The Matrix Metalloproteinase-3 (MMP-3) 5A/6A Promoter Polymorphism Is Not Associated with Ischaemic Heart Disease: Analysis Employing a Family Based Approach

Paul G. McGlinchey,1 Mark S. Spence,1 Chris C. Patterson,2 Adrian R. Allen,3 Gillian Murphy,1 Damian Fogarty,3 Alun Evans,2 and Pascal P. McKeown1,3

1Regional Medical Cardiology Centre, Royal Victoria Hospital, Grosvenor Road, Belfast, BT12 6BA, UK
2Department of Epidemiology and Public Health, Queen's University Belfast, Mulhouse Building, Grosvenor Road, Belfast, Northern Ireland BT12 6BJ, UK
3Department of Medicine, Queen's University Belfast, Institute of Clinical Science, Grosvenor Road, Belfast, Northern Ireland BT12 6BJ, UK

Received 18 January 2005; Accepted 18 January 2005

Copyright © 2004 Hindawi Publishing Corporation.
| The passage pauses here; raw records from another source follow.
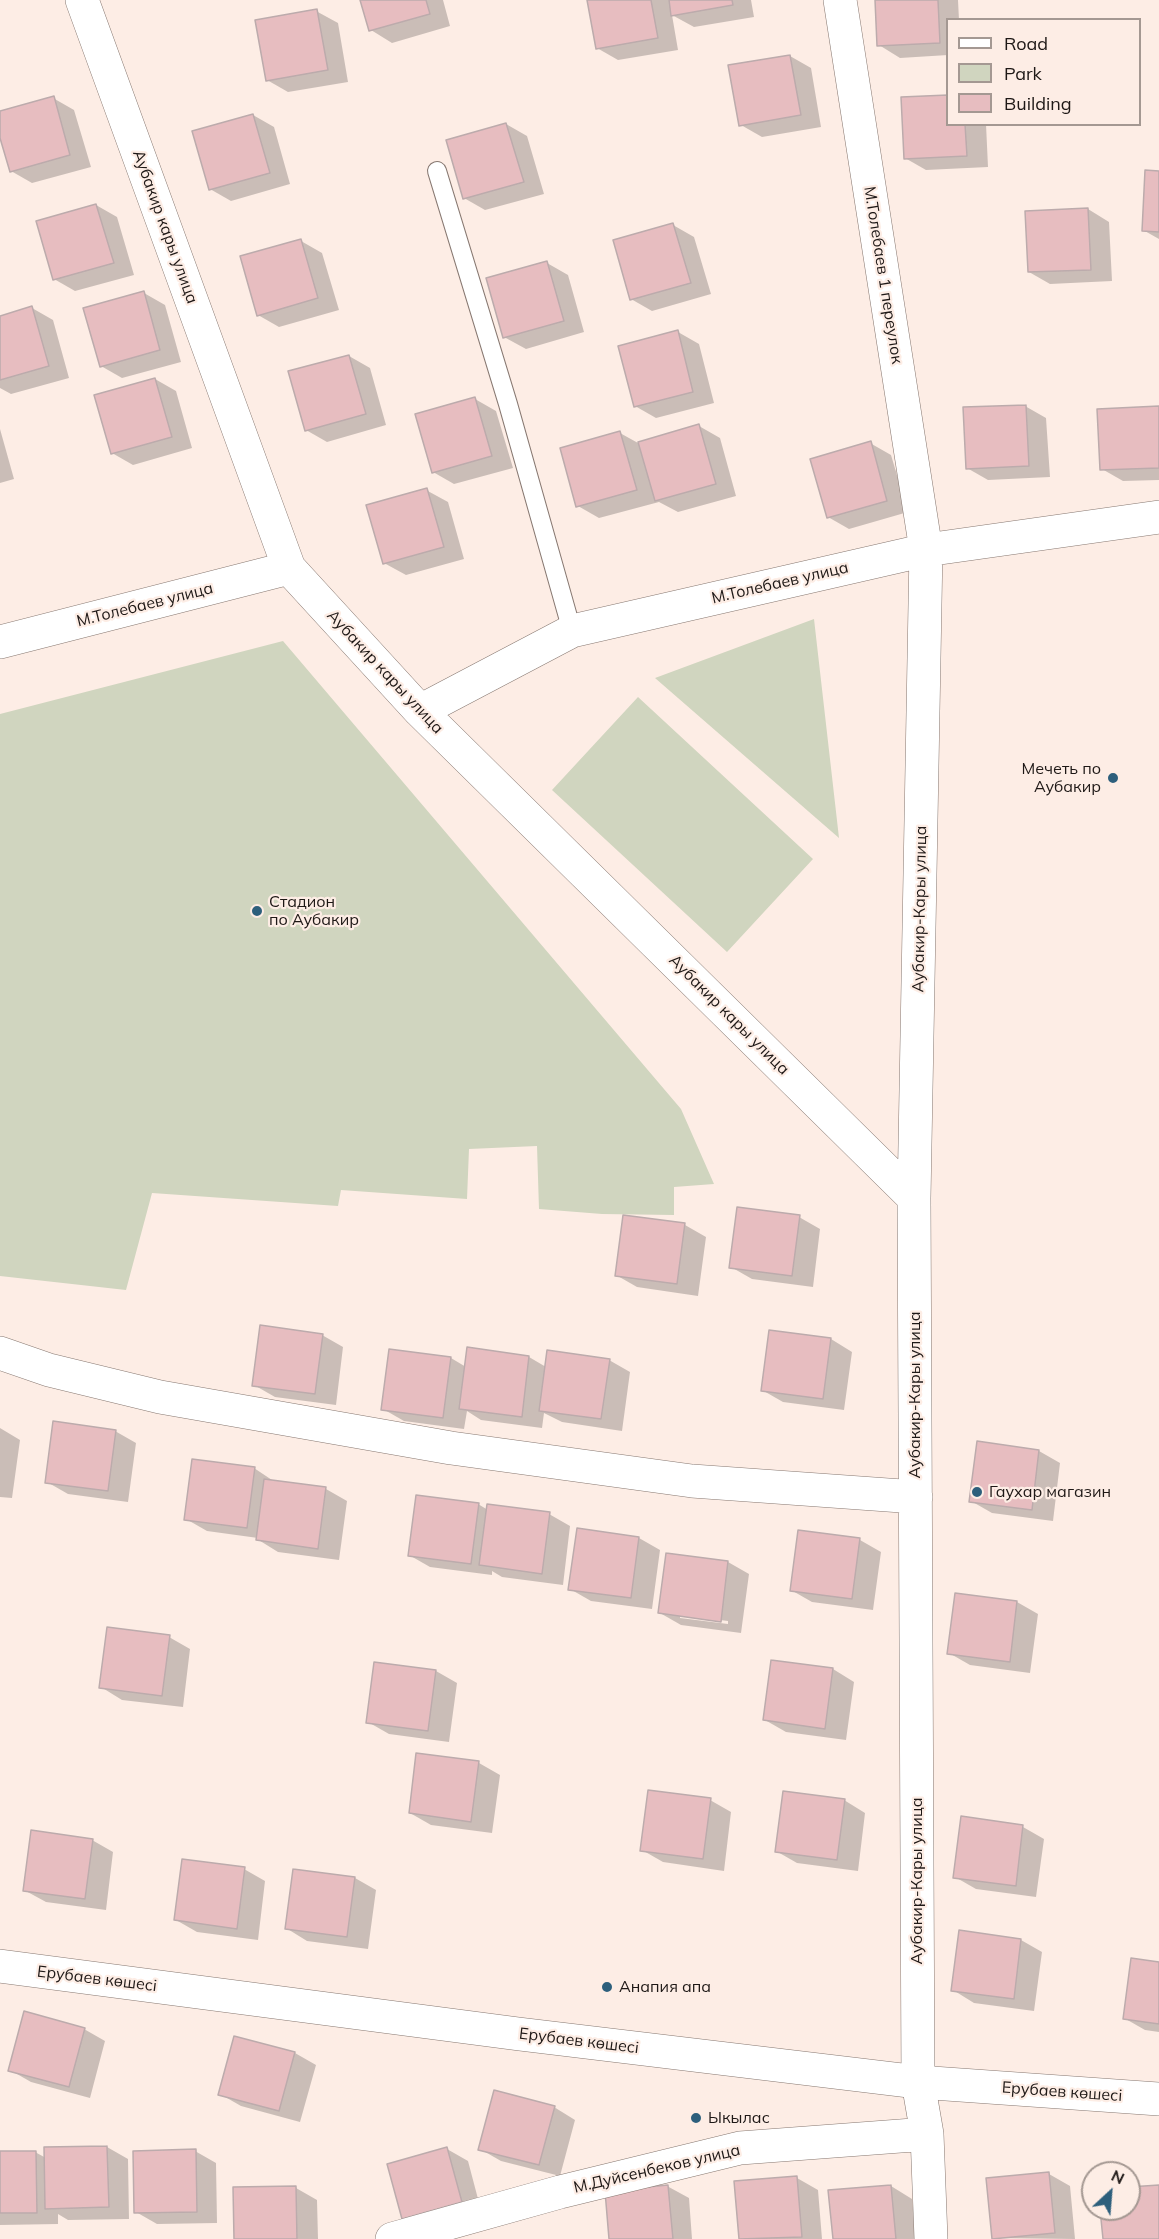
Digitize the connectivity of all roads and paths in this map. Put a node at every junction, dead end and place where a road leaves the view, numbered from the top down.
1 (82, 0) edge
2 (840, 0) edge
3 (437, 171) dead end
4 (1159, 518) edge
5 (926, 550) junction
6 (289, 568) junction
7 (572, 631) junction
8 (0, 642) edge
9 (420, 711) junction
10 (914, 1198) junction
11 (0, 1353) edge
12 (916, 1497) junction
13 (0, 1966) edge
14 (918, 2082) junction
15 (1159, 2100) edge
16 (927, 2134) junction
17 (392, 2239) edge
18 (931, 2239) edge

1 - 6 street, Аубакир кары улица
2 - 5 street, М.Толебаев 1 переулок
3 - 7 lane
4 - 5 street, М.Толебаев улица
5 - 7 street, М.Толебаев улица
5 - 10 street, Аубакир-Кары улица
6 - 8 street, М.Толебаев улица
6 - 9 street, Аубакир кары улица
7 - 9 street, М.Толебаев улица
9 - 10 street, Аубакир кары улица
10 - 12 street, Аубакир-Кары улица
11 - 12 street
12 - 14 street, Аубакир-Кары улица
13 - 14 street, Ерубаев көшесі
14 - 15 street, Ерубаев көшесі
14 - 16 street, Аубакир-Кары улица
16 - 17 street, М.Дуйсенбеков улица
16 - 18 street, Аубакир-Кары улица

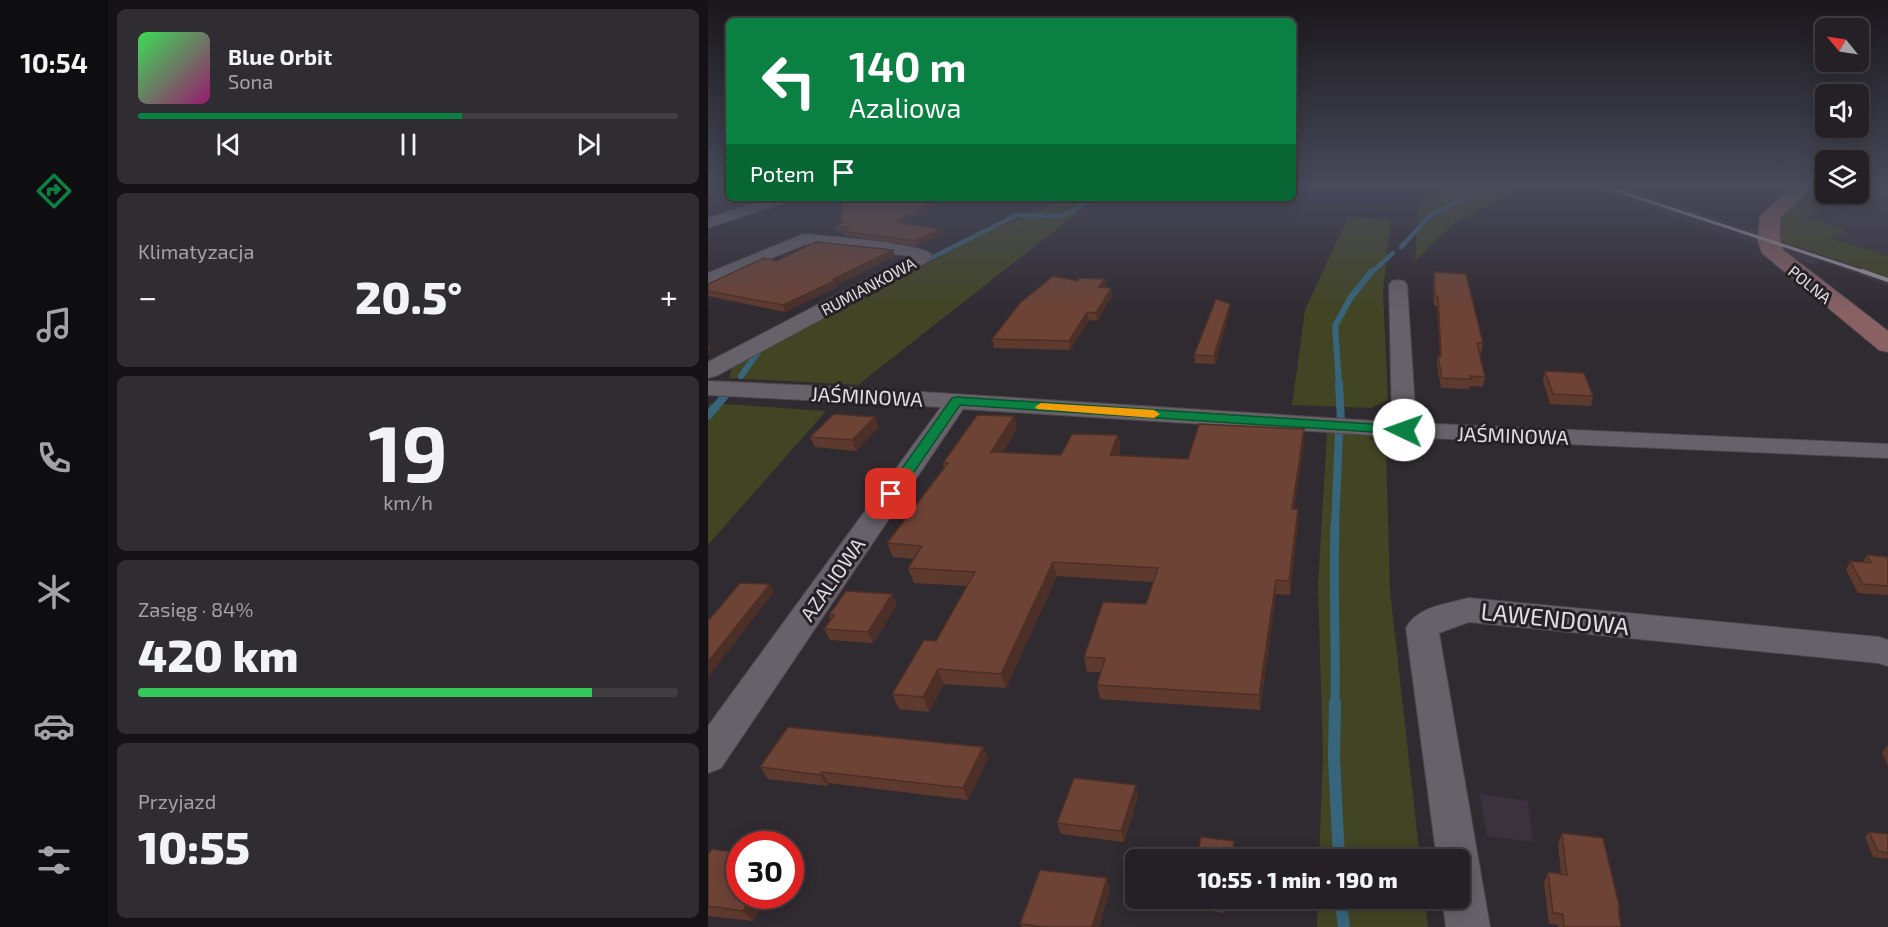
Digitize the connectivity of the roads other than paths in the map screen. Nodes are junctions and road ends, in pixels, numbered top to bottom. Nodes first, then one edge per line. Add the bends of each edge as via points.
1 (1770, 227) edge
2 (708, 279) edge
3 (1398, 285) dead end
4 (1888, 344) edge
5 (708, 370) edge
6 (708, 388) edge
7 (957, 401) junction
8 (1404, 430) junction
9 (1888, 451) edge
10 (1888, 653) edge
11 (708, 756) edge
12 (1456, 849) edge
13 (1465, 909) edge
14 (1468, 927) edge

1 - 4 street, POLNA via 1773,253
2 - 5 street, RUMIANKOWA via 804,239 924,255
3 - 8 street
6 - 7 street, JAŚMINOWA
7 - 8 street, JAŚMINOWA
7 - 11 street, AZALIOWA
8 - 9 street, JAŚMINOWA
10 - 12 street, LAWENDOWA via 1469,610 1433,620 1422,628
13 - 14 street

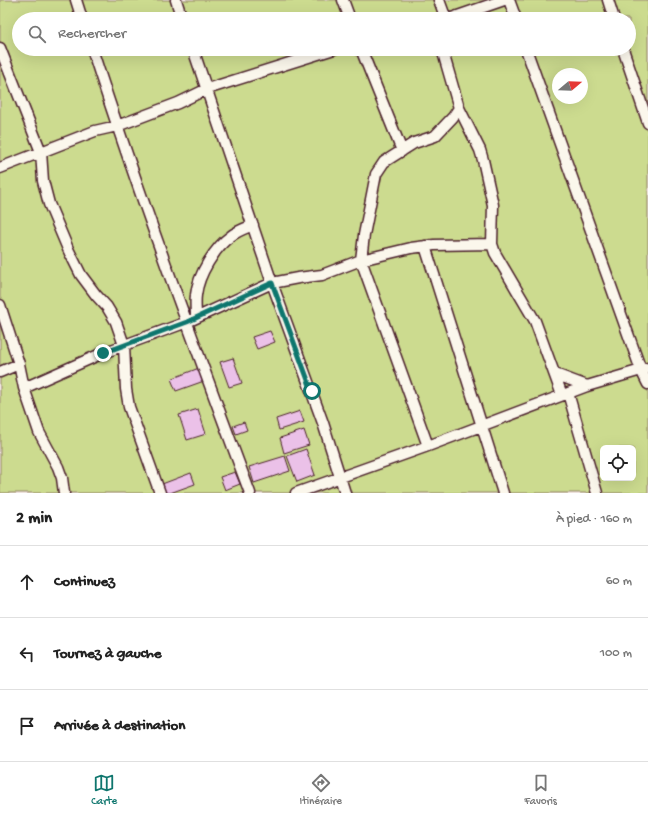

This is an open access article distributed under the Creative Commons Attribution License, which permits unrestricted use, distribution, and reproduction in any medium, provided the original work is properly cited.


Matrix metalloproteinase-3 (MMP-3) has been proposed as an important mediator of the atherosclerotic process. The possible role of the functional -1612 5A/6A polymorphism of the MMP-3 gene in the susceptibility to ischaemic heart disease (IHD) was investigated in a well-defined Irish population using two recently described family based tests of association. One thousand and twelve individuals from 386 families with at least one member prematurely affected with IHD were genotyped. Using the combined transmission disequilibrium test (TDT)/sib-TDT and the pedigree disequilibrium test (PDT), no association between the MMP-3 -1612 5A/6A polymorphism and IHD was found. Our data demonstrate that, in an Irish population, the MMP-3 -1612 5A/6A polymorphism is not associated with IHD.